Marijuana trade association drops delivery lawsuit amid public pressure 

Several members of the Commonwealth Dispensary Association resigned 

FACING INTENSE PUBLIC PRESSURE from its members, the Commonwealth Dispensary Association on Monday withdrew its lawsuit seeking to overturn the state’s new marijuana home delivery regulations. 

The trade association representing major marijuana retailers in the medical and recreational industry had filed suit January 13 against the Cannabis Control Commission, and the lawsuit became public late last week. Over the weekend, the CDA faced a growing backlash from its members, with several of the state’s largest marijuana companies announcing publicly that they were withdrawing from the association.  

“The CDA has determined it is in the best interest of the industry and our members to drop the lawsuit against the Cannabis Control Commission,” the association said in a statement. 

Under the new delivery rules, recreational retailers will not be allowed to do their own home delivery unless they apply for a separate delivery license. For the first three years, that means they must be social equity or economic empowerment applicants, which are those who have been disproportionately affected by prior enforcement of drug laws.
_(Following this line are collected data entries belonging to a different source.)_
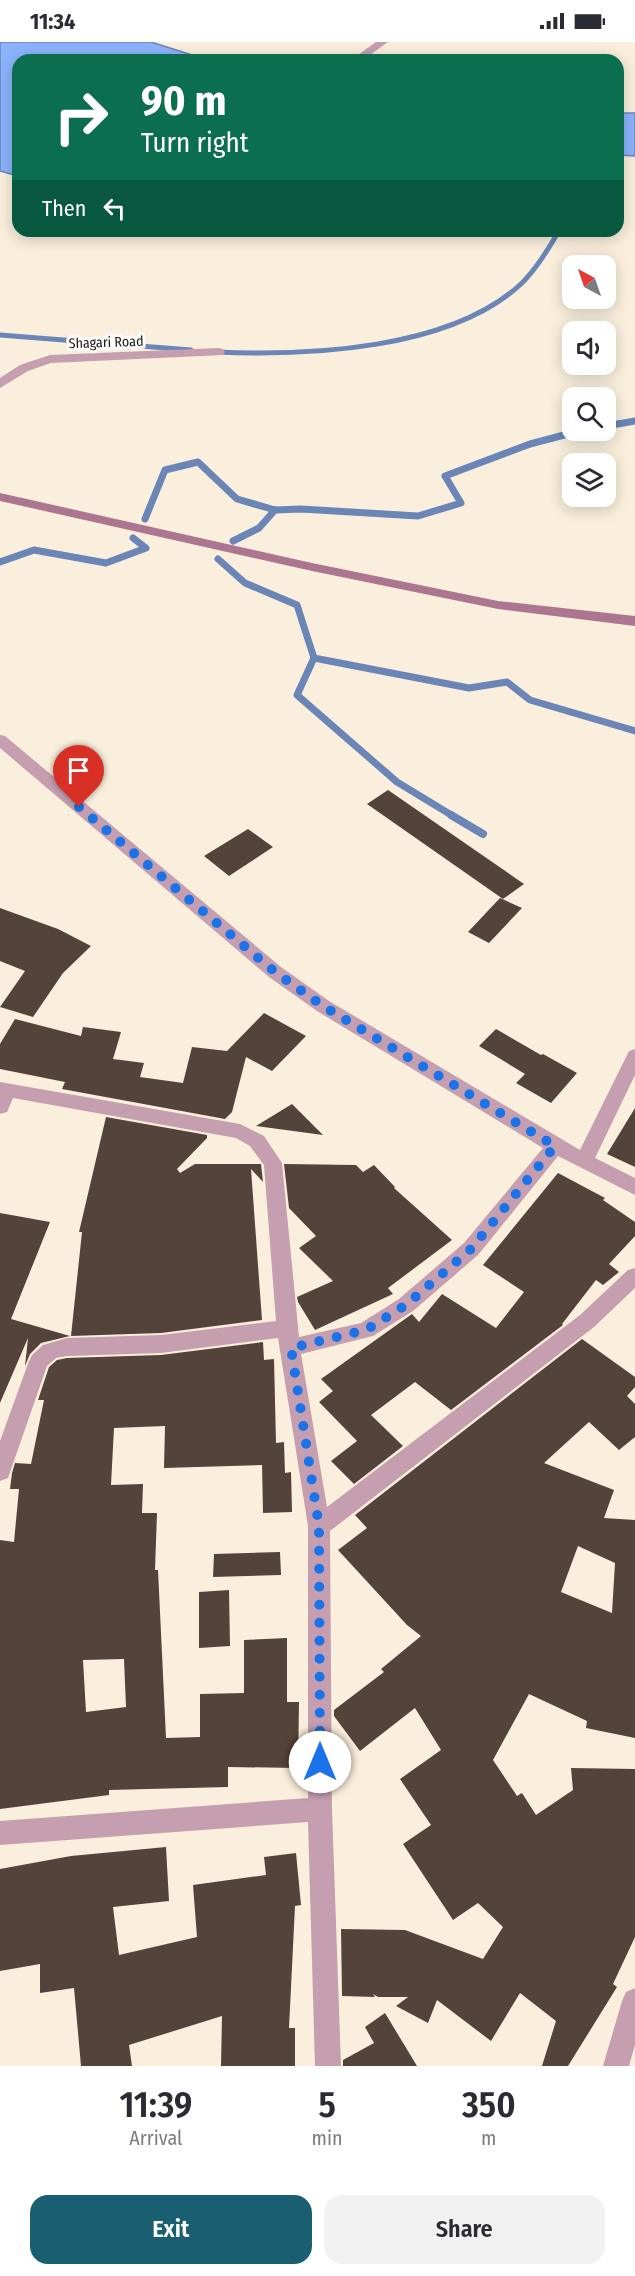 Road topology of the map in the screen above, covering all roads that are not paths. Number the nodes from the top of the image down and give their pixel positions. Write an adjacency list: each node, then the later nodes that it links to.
1 (383, 42): 2 (street)
2 (365, 54)
3 (219, 352): 4 (street, Shagari Road)
4 (0, 384)
5 (0, 497): 6 (street)
6 (635, 621)
7 (3, 747): 10 (street)
8 (635, 1056): 11 (street)
9 (3, 1095): 14 (street)
10 (555, 1146): 11 (street); 14 (street)
11 (584, 1161): 12 (street)
12 (635, 1187)
13 (635, 1276): 16 (street)
14 (289, 1338): 15 (street); 16 (street)
15 (0, 1471)
16 (319, 1526): 17 (street)
17 (320, 1809): 18 (street); 20 (street)
18 (0, 1833)
19 (635, 2001): 21 (street)
20 (328, 2066)
21 (615, 2066)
The retailers said this is counter to language in the state marijuana law, which explicitly allows retailers to deliver marijuana. 

The debate has racial dimensions, since the equity exclusivity period was meant to help diversify an industry that has been controlled primarily by large, white-owned companies. 
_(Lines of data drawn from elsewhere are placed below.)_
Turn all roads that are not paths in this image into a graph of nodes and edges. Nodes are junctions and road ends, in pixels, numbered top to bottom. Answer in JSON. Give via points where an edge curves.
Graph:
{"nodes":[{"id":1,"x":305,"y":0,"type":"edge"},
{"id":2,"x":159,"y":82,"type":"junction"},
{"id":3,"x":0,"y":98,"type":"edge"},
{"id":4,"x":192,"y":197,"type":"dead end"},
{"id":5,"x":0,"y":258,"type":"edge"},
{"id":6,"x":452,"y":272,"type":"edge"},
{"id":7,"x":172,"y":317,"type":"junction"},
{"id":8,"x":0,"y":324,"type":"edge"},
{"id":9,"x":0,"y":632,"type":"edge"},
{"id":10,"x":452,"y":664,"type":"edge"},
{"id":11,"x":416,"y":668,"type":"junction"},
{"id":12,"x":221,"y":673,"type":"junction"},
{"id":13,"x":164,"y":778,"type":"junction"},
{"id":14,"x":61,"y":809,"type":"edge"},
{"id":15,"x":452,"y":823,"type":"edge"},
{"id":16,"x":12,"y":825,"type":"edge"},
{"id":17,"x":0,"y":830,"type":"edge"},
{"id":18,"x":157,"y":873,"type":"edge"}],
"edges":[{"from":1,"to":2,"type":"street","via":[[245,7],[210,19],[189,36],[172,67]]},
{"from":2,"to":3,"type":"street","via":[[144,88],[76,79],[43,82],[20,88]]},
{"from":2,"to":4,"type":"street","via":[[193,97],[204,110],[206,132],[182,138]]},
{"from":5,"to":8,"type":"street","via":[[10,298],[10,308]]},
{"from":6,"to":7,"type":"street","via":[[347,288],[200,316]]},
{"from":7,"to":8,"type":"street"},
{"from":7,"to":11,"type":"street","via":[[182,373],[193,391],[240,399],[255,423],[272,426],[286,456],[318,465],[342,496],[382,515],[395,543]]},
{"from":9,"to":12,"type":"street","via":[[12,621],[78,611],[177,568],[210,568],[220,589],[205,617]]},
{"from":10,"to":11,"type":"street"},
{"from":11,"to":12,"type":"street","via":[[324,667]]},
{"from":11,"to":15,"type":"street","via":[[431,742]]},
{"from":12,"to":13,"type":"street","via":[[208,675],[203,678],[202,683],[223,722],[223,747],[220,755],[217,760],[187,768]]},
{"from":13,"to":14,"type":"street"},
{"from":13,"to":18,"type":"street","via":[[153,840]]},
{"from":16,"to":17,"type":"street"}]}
The companies withdrawing from the association all said they were driven by equity concerns, because they believe in the importance of expanding the market to diverse entrepreneurs who were hurt by prior enforcement of drug laws.  

The Commonwealth Dispensary Association, in a statement announcing that it was dropping the suit, said the group maintains “a firm commitment to building a robust cannabis marketplace which must include a level playing field and diverse representation.” It said it supports new programs that can help minority entrepreneurs access start-up capital, which is one of their major needs. 

The association said the “vast majority of members” had supported the decision to file suit, which was spurred by business concerns about the new regulations. “The difficult decision to take legal action, supported by the vast majority of members, reflected our concerns on the negative impact these regulatory changes might have on the industry as a whole – for example, there are no limits on how many vehicles a wholesale delivery licensee can operate, which leads to the possibility of an ‘Amazon’ scale operation undermining both brick and mortar retail and smaller delivery operators,” the association said in its statement.  

The association said it decided to withdraw the suit to focus on working together with others in the industry “on achieving our many shared objectives, including increasing the participation of a diverse set of entrepreneurs in the industry.”   

“The CDA looks forward to working with organizations such as Massachusetts Cannabis Association for Delivery to find common ground on future topics and build a world class industry here in Massachusetts,” the association said. “The past several days have motivated our organization to look inwards, and outwards, to work together to create real positive change.” 

Christopher Fevry, president of the Cannabis Association for Delivery, said his group will take a “trust but verify” stance when it comes to dealing with organizations that pledge to do the right thing. While the cannabis delivery association “welcomes this news from the CDA, we also acknowledge that true justice is served not simply by removing barriers placed in the path of disadvantaged peoples and communities, but also by taking active measures to help these communities and the people within them,” Fevry said in a statement. “Towards this end, [Massachusetts Cannabis Association for Delivery] welcomes a dialogue with all stakeholders to implement meaningful programs that benefit all, harm none, and create progress towards real social justice.” 

But it is clear that the lawsuit will create some lingering bad feelings. Grant Ellis, a cannabis activist and medical marijuana patient who organized the boycott, said in a statement that it took four days and 10 resignations – to the tune of $120,000 in lost yearly dues – for the association to drop its lawsuit, which he said is an example of “just how powerful of a force this community can be when engaged in authentic activism.” 

Many of the companies that resigned from the association over the weekend were major players in the state’s medical and recreational marijuana industry, including NETA, Cultivate, In Good Health, Garden Remedies, Sira Naturals, Ermont, and Mayflower Medicinals. 

But Ellis said there are questions remaining – for example, about how many companies supported filing the lawsuit before later coming out against it. “There are questions that need to be answered not only about how CDA members voted as to this lawsuit originally but also if they will attempt to revive its core objectives (banning the equity priority period and the equity delivery operator license entirely) through different means,” Ellis wrote. 

Ellis has clashed with the Commonwealth Dispensary Association in the past, such as when the association supported a bill to create a new task force to crack down on the illicit marijuana industry. Ellis wrote that because of what he feels is the group’s history of “anti-equity” public policy positions, “I will not support any form of reconciliation or further engagement with the organization going forward (and I welcome those of you who feel the same to do so as well).”